S’il ne fallait lire que deux livres sur la réunification des deux Allemagnes, je recommanderais à celles et ceux qui lisent l’allemand (en attendant une traduction) la lecture des derniers livres de Christoph Hein et de Daniela Dahn, en plus du roman d’Ingo Schulze. Sur un sujet aussi sérieux, Hein et Dahn ont écrit avec un tel humour que j’ai dû plus d’une fois interrompre ma lecture pour éclater de rire. La fin de la success story des trente dernières années de l’Allemagne a bien sonné et l’avenir qu’elle s’est elle-même largement préparé est préoccupant.
Christoph Hein, Gegenlauschangriff. Anekdoten aus dem letzten deutsch-deutschen Krieg [Contre-écoutes (clandestines). Anecdotes sur la dernière guerre germano-allemande]. Suhrkamp, 122 p., 14 €
Daniela Dahn, Der Schnee von Gestern ist die Sintflut von Heute. Die Einheit – eine Abrechnung [Après la neige d’hier, le déluge d’aujourd’hui. L’unification : un règlement de comptes]. Rowohlt Taschenbuch Verlag, 288 p., 14 €
On commencera par le livre de Christoph Hein, écrivain connu car traduit chez nous depuis plus de trente ans. Souvent invité en France avant la chute du Mur, il ne recevait généralement pas l’autorisation de s’y rendre. On le disait « souffrant ». Une des rares fois où il l’avait reçue, il était tombé réellement malade, obligeant Nicole Bary, sa traductrice, à préciser au grand dam des officiels est-allemands : « et cette fois, c’est la vérité ».
Dans ce recueil d’anecdotes, Hein n’emploiera jamais le mot « réunification » (ou « unification », comme aiment à préciser les historiens pointilleux, la somme de tous les Länder actuels ne correspondant plus au territoire initial du Reich), mais parlera de « l’entrée de la RDA en RFA » (ou encore de « la fin de la guerre germano-allemande »). Christoph Hein ne s’entendit-il pas dire, lors d’une des nombreuses rencontres où l’Ouest faisait mine de recoller les morceaux : « Que les choses soient claires, c’est votre soi-disant République Démocratique Allemande qui rentre dans la République Fédérale Allemande, et non l’inverse. » Foin du souhait des dissidents est-allemands de refonder une Allemagne qui allierait les aspects positifs des deux anciennes en la dotant d’une nouvelle constitution ! On allait finalement garder la même en arguant d’un article douteux comme les juristes savent en dénicher. Dès lors qu’accolades et embrassades étaient terminées, il ne restait plus qu’à mettre au pas le pays vaincu : Gleichschaltung, comme on a pu dire en d’autres temps.

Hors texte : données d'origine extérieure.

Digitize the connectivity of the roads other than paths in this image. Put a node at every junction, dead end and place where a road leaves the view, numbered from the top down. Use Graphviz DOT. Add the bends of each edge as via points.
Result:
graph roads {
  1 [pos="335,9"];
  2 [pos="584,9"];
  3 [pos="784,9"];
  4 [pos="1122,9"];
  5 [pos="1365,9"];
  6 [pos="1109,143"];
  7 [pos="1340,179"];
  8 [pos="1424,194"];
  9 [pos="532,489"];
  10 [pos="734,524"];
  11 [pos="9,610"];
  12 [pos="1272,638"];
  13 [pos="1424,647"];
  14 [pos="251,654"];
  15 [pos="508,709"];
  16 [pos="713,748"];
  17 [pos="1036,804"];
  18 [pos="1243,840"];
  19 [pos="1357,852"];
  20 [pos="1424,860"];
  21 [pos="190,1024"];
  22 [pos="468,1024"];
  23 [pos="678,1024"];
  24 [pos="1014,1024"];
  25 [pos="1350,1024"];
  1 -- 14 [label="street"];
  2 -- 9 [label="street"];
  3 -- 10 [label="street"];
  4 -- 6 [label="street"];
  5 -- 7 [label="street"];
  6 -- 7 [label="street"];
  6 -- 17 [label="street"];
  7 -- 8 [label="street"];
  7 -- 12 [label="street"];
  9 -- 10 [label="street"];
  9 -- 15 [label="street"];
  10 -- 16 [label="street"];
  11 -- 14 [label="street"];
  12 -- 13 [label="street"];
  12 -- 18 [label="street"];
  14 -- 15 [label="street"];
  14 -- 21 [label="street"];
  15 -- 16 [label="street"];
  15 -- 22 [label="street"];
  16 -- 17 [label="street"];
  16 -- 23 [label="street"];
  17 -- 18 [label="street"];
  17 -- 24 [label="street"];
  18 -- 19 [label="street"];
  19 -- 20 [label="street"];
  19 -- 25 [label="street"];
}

C’est précisément d’anecdotes sur la Gleichschaltung que nous régale Christoph Hein. Celle, par exemple, de cette dame prenant son thé un certain jour de novembre 1989 dans l’un des plus élégants cafés de Munich et qui, levant les yeux, aperçoit sur l’écran de TV installé pour l’occasion des manifestants à Dresde ou à Leipzig brandissant la banderole avec le célèbre slogan « Wir sind das Volk » et qui s’exclame : « Vous êtes le peuple ? Eh bien, restez-le ! »

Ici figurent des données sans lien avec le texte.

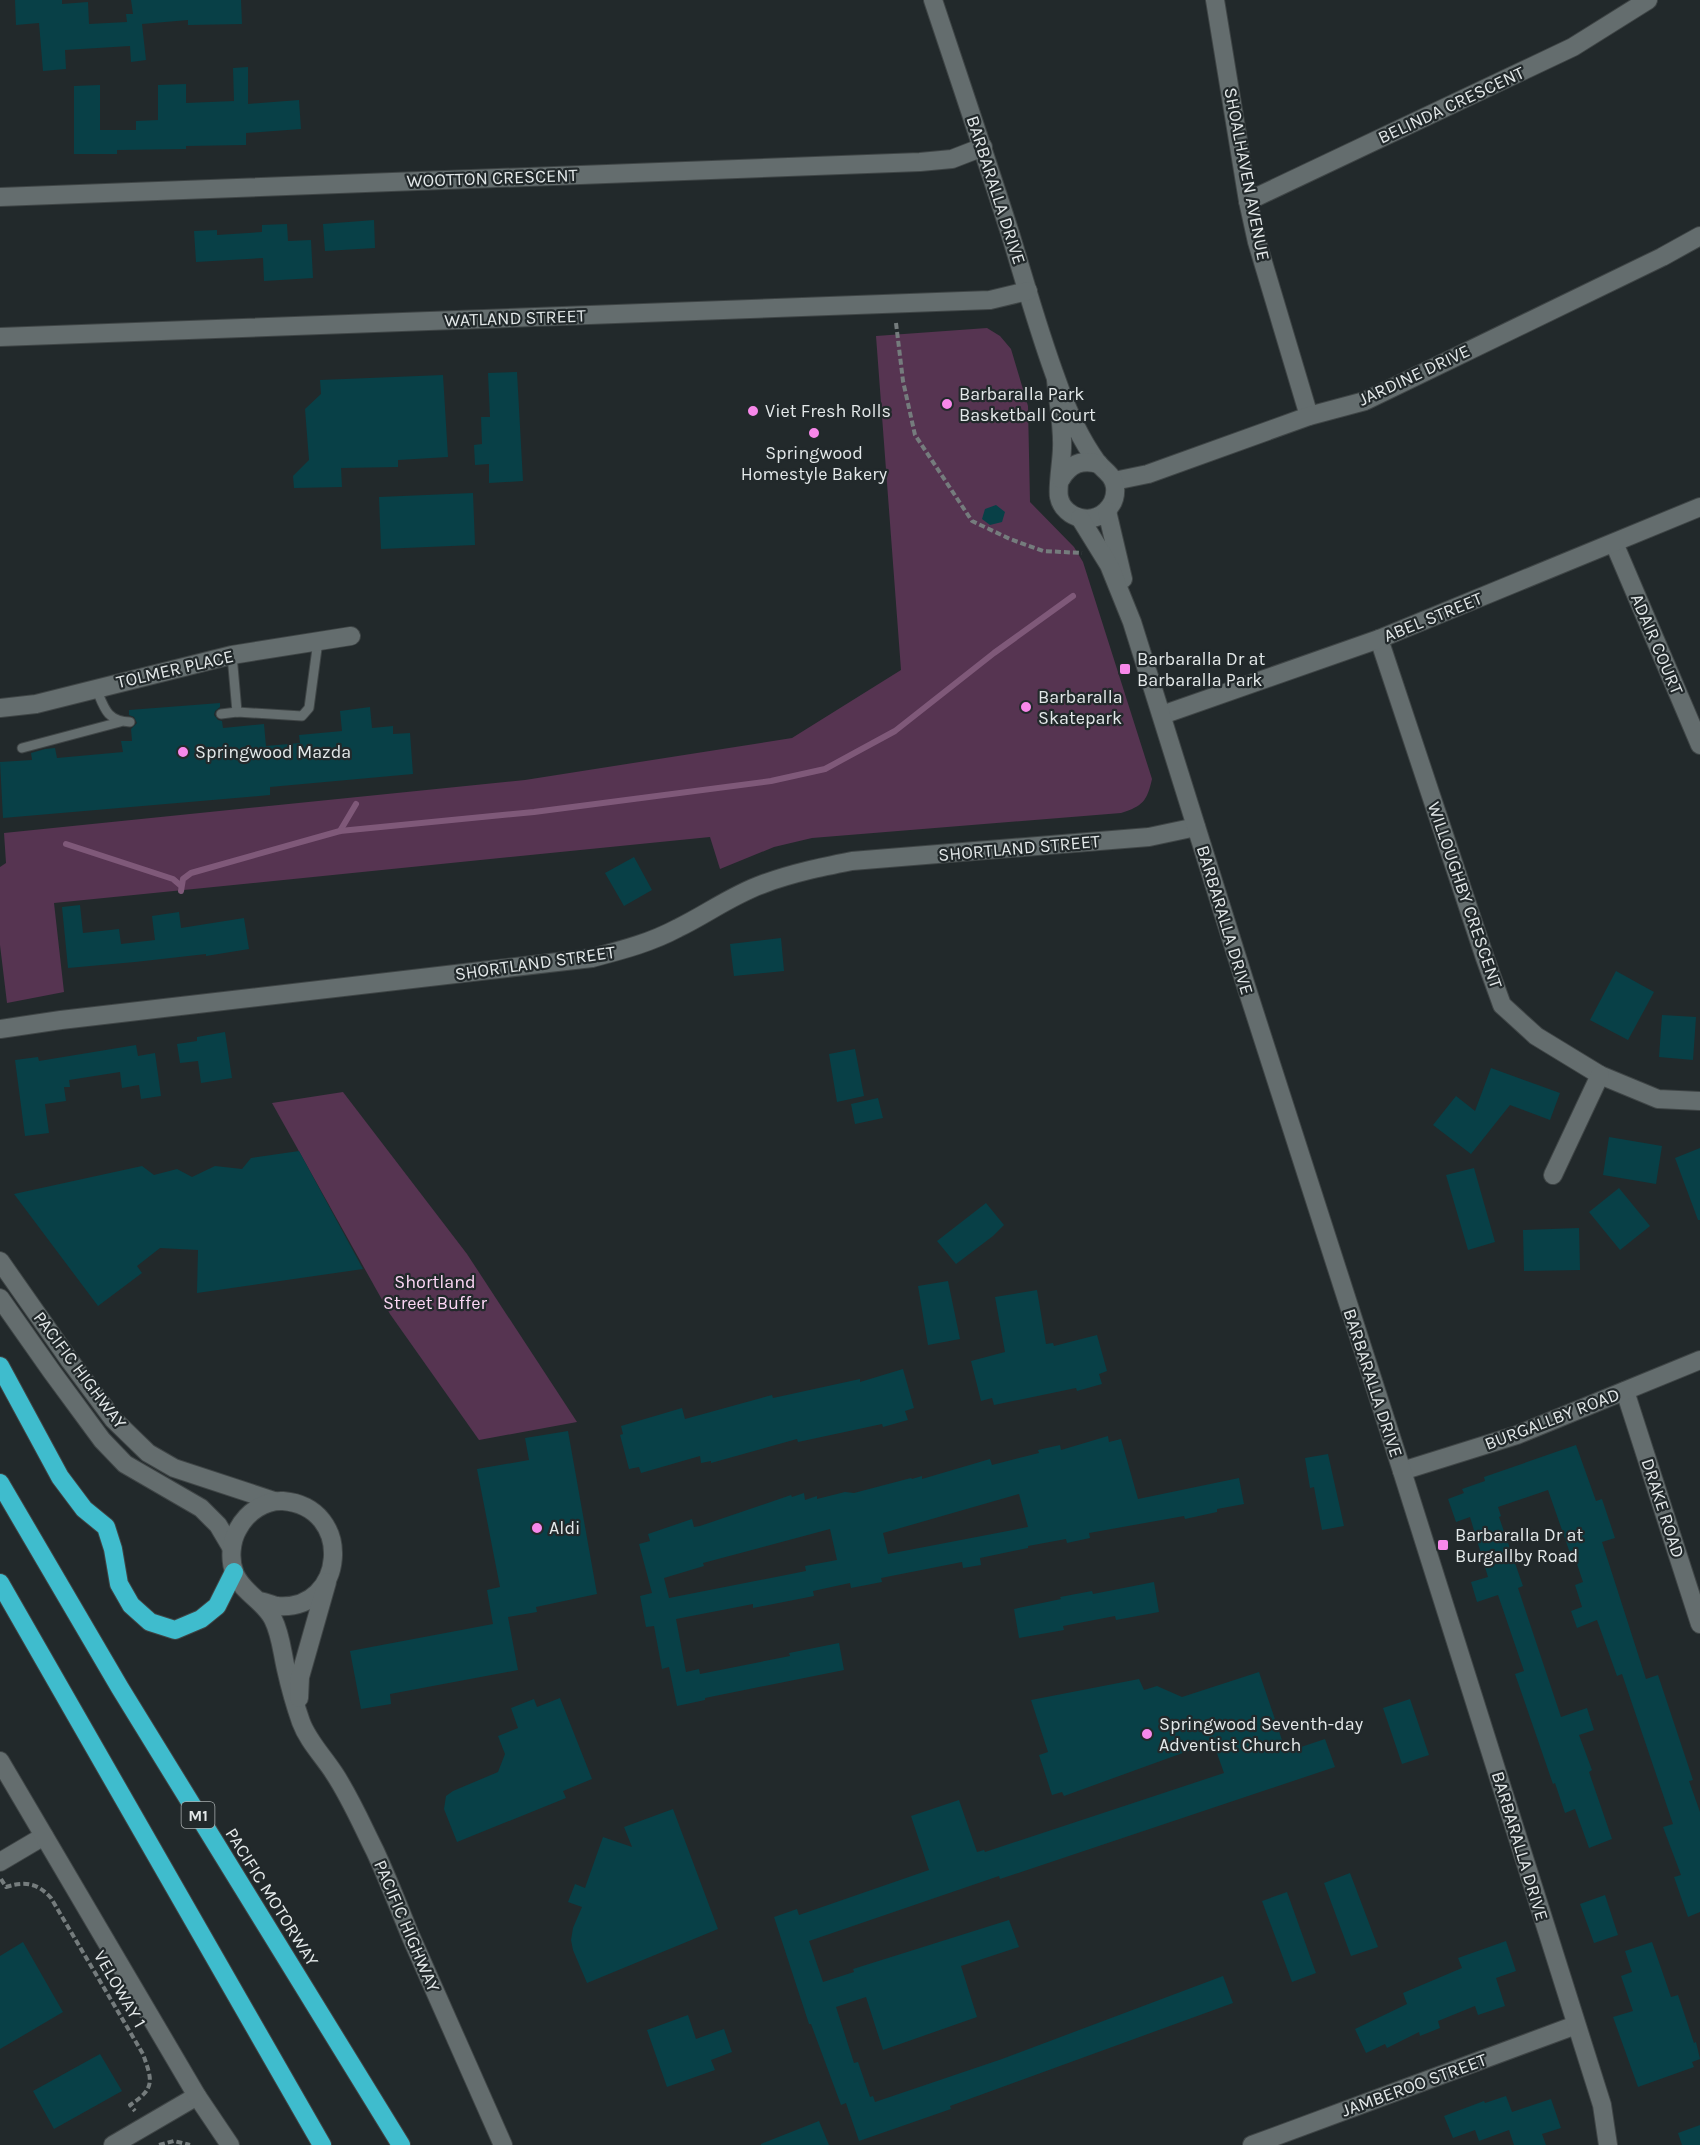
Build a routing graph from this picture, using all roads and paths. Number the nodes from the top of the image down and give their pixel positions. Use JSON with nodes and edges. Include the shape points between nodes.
{"nodes":[{"id":1,"x":933,"y":0,"type":"edge"},
{"id":2,"x":1215,"y":0,"type":"edge"},
{"id":3,"x":1648,"y":0,"type":"edge"},
{"id":4,"x":983,"y":147,"type":"junction"},
{"id":5,"x":0,"y":197,"type":"edge"},
{"id":6,"x":1248,"y":201,"type":"junction"},
{"id":7,"x":1700,"y":236,"type":"edge"},
{"id":8,"x":1028,"y":291,"type":"junction"},
{"id":9,"x":896,"y":323,"type":"dead end"},
{"id":10,"x":0,"y":337,"type":"edge"},
{"id":11,"x":1056,"y":380,"type":"junction"},
{"id":12,"x":1309,"y":416,"type":"junction"},
{"id":13,"x":1099,"y":464,"type":"junction"},
{"id":14,"x":1060,"y":479,"type":"junction"},
{"id":15,"x":1114,"y":482,"type":"junction"},
{"id":16,"x":1700,"y":507,"type":"edge"},
{"id":17,"x":1107,"y":511,"type":"junction"},
{"id":18,"x":1080,"y":518,"type":"junction"},
{"id":19,"x":1614,"y":543,"type":"junction"},
{"id":20,"x":1086,"y":553,"type":"dead end"},
{"id":21,"x":1132,"y":622,"type":"junction"},
{"id":22,"x":351,"y":636,"type":"dead end"},
{"id":23,"x":1379,"y":639,"type":"junction"},
{"id":24,"x":318,"y":641,"type":"junction"},
{"id":25,"x":232,"y":655,"type":"junction"},
{"id":26,"x":96,"y":688,"type":"junction"},
{"id":27,"x":0,"y":708,"type":"edge"},
{"id":28,"x":237,"y":712,"type":"junction"},
{"id":29,"x":221,"y":714,"type":"dead end"},
{"id":30,"x":1162,"y":715,"type":"junction"},
{"id":31,"x":1700,"y":745,"type":"edge"},
{"id":32,"x":22,"y":748,"type":"dead end"},
{"id":33,"x":1196,"y":826,"type":"junction"},
{"id":34,"x":0,"y":1029,"type":"edge"},
{"id":35,"x":1600,"y":1075,"type":"junction"},
{"id":36,"x":1700,"y":1101,"type":"edge"},
{"id":37,"x":1553,"y":1175,"type":"dead end"},
{"id":38,"x":0,"y":1261,"type":"edge"},
{"id":39,"x":0,"y":1298,"type":"edge"},
{"id":40,"x":1700,"y":1360,"type":"edge"},
{"id":41,"x":0,"y":1366,"type":"edge"},
{"id":42,"x":1625,"y":1391,"type":"junction"},
{"id":43,"x":1402,"y":1471,"type":"junction"},
{"id":44,"x":0,"y":1483,"type":"edge"},
{"id":45,"x":274,"y":1501,"type":"junction"},
{"id":46,"x":231,"y":1547,"type":"junction"},
{"id":47,"x":234,"y":1572,"type":"junction"},
{"id":48,"x":327,"y":1582,"type":"junction"},
{"id":49,"x":0,"y":1583,"type":"edge"},
{"id":50,"x":260,"y":1600,"type":"junction"},
{"id":51,"x":1700,"y":1624,"type":"edge"},
{"id":52,"x":299,"y":1714,"type":"junction"},
{"id":53,"x":0,"y":1761,"type":"edge"},
{"id":54,"x":44,"y":1836,"type":"junction"},
{"id":55,"x":0,"y":1862,"type":"edge"},
{"id":56,"x":0,"y":1878,"type":"edge"},
{"id":57,"x":1576,"y":2025,"type":"junction"},
{"id":58,"x":197,"y":2096,"type":"junction"},
{"id":59,"x":145,"y":2126,"type":"junction"},
{"id":60,"x":113,"y":2145,"type":"edge"},
{"id":61,"x":159,"y":2145,"type":"edge"},
{"id":62,"x":190,"y":2145,"type":"edge"},
{"id":63,"x":230,"y":2145,"type":"edge"},
{"id":64,"x":322,"y":2145,"type":"edge"},
{"id":65,"x":401,"y":2145,"type":"edge"},
{"id":66,"x":503,"y":2145,"type":"edge"},
{"id":67,"x":1252,"y":2145,"type":"edge"},
{"id":68,"x":1608,"y":2145,"type":"edge"}],
"edges":[{"from":1,"to":4,"type":"street","name":"BARBARALLA DRIVE"},
{"from":2,"to":6,"type":"street","name":"SHOALHAVEN AVENUE"},
{"from":3,"to":6,"type":"street","name":"BELINDA CRESCENT","via":[[1573,47]]},
{"from":4,"to":5,"type":"street","name":"WOOTTON CRESCENT","via":[[952,159],[920,162]]},
{"from":4,"to":8,"type":"street","name":"BARBARALLA DRIVE"},
{"from":6,"to":12,"type":"street","name":"SHOALHAVEN AVENUE"},
{"from":7,"to":12,"type":"street","name":"JARDINE DRIVE","via":[[1365,400]]},
{"from":8,"to":10,"type":"street","name":"WATLAND STREET","via":[[990,300]]},
{"from":8,"to":11,"type":"street","name":"BARBARALLA DRIVE"},
{"from":9,"to":20,"type":"path","via":[[915,435],[972,521],[1043,551]]},
{"from":11,"to":13,"type":"street","name":"BARBARALLA DRIVE","via":[[1078,434]]},
{"from":11,"to":14,"type":"street","name":"BARBARALLA DRIVE","via":[[1062,445]]},
{"from":12,"to":15,"type":"street","name":"JARDINE DRIVE","via":[[1148,474]]},
{"from":13,"to":14,"type":"street","via":[[1073,465]]},
{"from":13,"to":15,"type":"street","name":"BARBARALLA DRIVE"},
{"from":14,"to":18,"type":"street","name":"BARBARALLA DRIVE","via":[[1059,498],[1063,507]]},
{"from":15,"to":17,"type":"street","name":"BARBARALLA DRIVE","via":[[1115,497]]},
{"from":16,"to":19,"type":"street","name":"ABEL STREET"},
{"from":17,"to":18,"type":"street","via":[[1089,519]]},
{"from":17,"to":21,"type":"street","name":"BARBARALLA DRIVE"},
{"from":18,"to":21,"type":"street","name":"BARBARALLA DRIVE","via":[[1109,564]]},
{"from":19,"to":23,"type":"street","name":"ABEL STREET"},
{"from":19,"to":31,"type":"street","name":"ADAIR COURT"},
{"from":21,"to":30,"type":"street","name":"BARBARALLA DRIVE"},
{"from":22,"to":24,"type":"street","name":"TOLMER PLACE"},
{"from":23,"to":30,"type":"street","name":"ABEL STREET"},
{"from":23,"to":35,"type":"street","name":"WILLOUGHBY CRESCENT","via":[[1502,1005],[1536,1036]]},
{"from":24,"to":25,"type":"street","name":"TOLMER PLACE"},
{"from":24,"to":28,"type":"lane","via":[[309,708],[302,716]]},
{"from":25,"to":26,"type":"street","name":"TOLMER PLACE"},
{"from":25,"to":28,"type":"lane"},
{"from":26,"to":27,"type":"street","name":"TOLMER PLACE","via":[[36,704]]},
{"from":26,"to":32,"type":"lane","via":[[108,715],[125,722]]},
{"from":28,"to":29,"type":"lane"},
{"from":30,"to":33,"type":"street","name":"BARBARALLA DRIVE"},
{"from":33,"to":34,"type":"street","name":"SHORTLAND STREET","via":[[1149,837],[852,861],[809,870],[763,884],[638,946],[592,958]]},
{"from":33,"to":43,"type":"street","name":"BARBARALLA DRIVE"},
{"from":35,"to":36,"type":"street","name":"WILLOUGHBY CRESCENT","via":[[1658,1099]]},
{"from":35,"to":37,"type":"street"},
{"from":38,"to":45,"type":"street","name":"PACIFIC HIGHWAY","via":[[113,1419],[148,1453],[174,1468]]},
{"from":39,"to":46,"type":"street","name":"PACIFIC HIGHWAY","via":[[102,1440],[125,1464],[201,1508],[218,1525]]},
{"from":40,"to":42,"type":"street","name":"BURGALLBY ROAD"},
{"from":41,"to":47,"type":"highway","via":[[60,1477],[84,1509],[106,1527],[120,1584],[131,1605],[150,1622],[175,1630],[201,1619],[217,1606]]},
{"from":42,"to":43,"type":"street","name":"BURGALLBY ROAD","via":[[1517,1436]]},
{"from":42,"to":51,"type":"street","name":"DRAKE ROAD"},
{"from":43,"to":57,"type":"street","name":"BARBARALLA DRIVE"},
{"from":44,"to":65,"type":"highway","name":"PACIFIC MOTORWAY","number":"M1","via":[[126,1699]]},
{"from":45,"to":46,"type":"street","via":[[250,1514],[238,1528]]},
{"from":45,"to":48,"type":"street","via":[[304,1506],[323,1521],[331,1536],[334,1561]]},
{"from":46,"to":47,"type":"street"},
{"from":47,"to":50,"type":"street","via":[[244,1588]]},
{"from":48,"to":50,"type":"street","via":[[301,1603],[278,1606]]},
{"from":48,"to":52,"type":"street","name":"PACIFIC HIGHWAY","via":[[300,1677]]},
{"from":49,"to":64,"type":"highway"},
{"from":50,"to":52,"type":"street","name":"PACIFIC HIGHWAY","via":[[273,1619]]},
{"from":52,"to":66,"type":"street","name":"PACIFIC HIGHWAY","via":[[303,1728],[334,1773],[376,1853]]},
{"from":53,"to":54,"type":"street"},
{"from":54,"to":55,"type":"street"},
{"from":54,"to":58,"type":"street"},
{"from":56,"to":59,"type":"path","name":"VELOWAY 1","via":[[6,1887],[19,1883],[43,1889],[107,1992],[151,2074],[144,2096],[130,2104]]},
{"from":57,"to":67,"type":"street","name":"JAMBEROO STREET"},
{"from":57,"to":68,"type":"street","name":"BARBARALLA DRIVE","via":[[1602,2105]]},
{"from":58,"to":59,"type":"street"},
{"from":58,"to":63,"type":"street"},
{"from":59,"to":60,"type":"street"},
{"from":61,"to":62,"type":"path","via":[[174,2141]]}]}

Ou celle, plus édifiante encore, que Hein tint de l’évêque de l’Église luthérienne de Berlin-Brandebourg, Gottfried Forck. Cet homme respirait tellement la sérénité et la bienveillance que, face à lui, les policiers perdaient toute agressivité et c’est ainsi qu’il aurait empêché bien des arrestations lors des manifestations de l’automne 1989. Contrairement à la RFA, l’Allemagne communiste, on s’en doute, avait aboli l’impôt versé à l’Église qu’en 1935 le régime nazi, ou plutôt Goebbels en personne, avait décidé de faire transiter par l’État. Les églises de RDA vivaient donc de dons, quêtes et collectes dans les rues où même les athées, voire les membres du Parti, versaient généreusement leur obole, tout un chacun sachant combien l’Église suppléait les carences de l’État est-allemand qui, par manque de personnel, problème récurrent de cet État, avait du mal à s’occuper des malades et des indigents. Mais voilà qu’à peine la guerre germano-allemande terminée, l’impôt jamais aboli en République fédérale fut rappelé au bon souvenir des Églises de l’Est. Forck tenta d’argumenter : il redoutait que l’introduction de l’impôt fasse fuir les fidèles. On lui rétorqua que c’était à l’État de décider et que l’Église n’avait qu’à s’incliner. Il chercha alors à en comprendre la raison. C’était très simple : l’impôt prélevé automatiquement sur le salaire était reversé par l’employeur à l’État qui en prélevait à son tour 30 % avant de remettre le reste aux églises. Et, conclut Hein, quoique les salaires de l’Est fussent bien moindres (ils le sont encore) que ceux de l’Ouest, 30 % de peu, c’est mieux que rien du tout. Il n’y a pas de petits profits.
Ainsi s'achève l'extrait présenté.